#### Records for the exercise

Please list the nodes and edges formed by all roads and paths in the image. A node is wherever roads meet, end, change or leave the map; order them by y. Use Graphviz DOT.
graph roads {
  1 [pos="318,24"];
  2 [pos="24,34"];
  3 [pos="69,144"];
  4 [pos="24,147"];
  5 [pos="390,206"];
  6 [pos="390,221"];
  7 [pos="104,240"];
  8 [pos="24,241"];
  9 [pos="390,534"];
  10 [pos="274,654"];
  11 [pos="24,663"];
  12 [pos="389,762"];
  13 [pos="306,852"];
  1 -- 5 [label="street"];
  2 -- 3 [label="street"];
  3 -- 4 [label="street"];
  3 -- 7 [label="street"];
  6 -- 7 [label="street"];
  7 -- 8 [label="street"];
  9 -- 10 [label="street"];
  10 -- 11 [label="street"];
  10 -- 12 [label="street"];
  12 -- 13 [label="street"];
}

########

**Task description**
What is needed is an exact transcription of every entry above.

**Exercise solution**
Please list the nodes and edges formed by all roads and paths in the image. A node is wherever roads meet, end, change or leave the map; order them by y. Use Graphviz DOT.
graph roads {
  1 [pos="318,24"];
  2 [pos="24,34"];
  3 [pos="69,144"];
  4 [pos="24,147"];
  5 [pos="390,206"];
  6 [pos="390,221"];
  7 [pos="104,240"];
  8 [pos="24,241"];
  9 [pos="390,534"];
  10 [pos="274,654"];
  11 [pos="24,663"];
  12 [pos="389,762"];
  13 [pos="306,852"];
  1 -- 5 [label="street"];
  2 -- 3 [label="street"];
  3 -- 4 [label="street"];
  3 -- 7 [label="street"];
  6 -- 7 [label="street"];
  7 -- 8 [label="street"];
  9 -- 10 [label="street"];
  10 -- 11 [label="street"];
  10 -- 12 [label="street"];
  12 -- 13 [label="street"];
}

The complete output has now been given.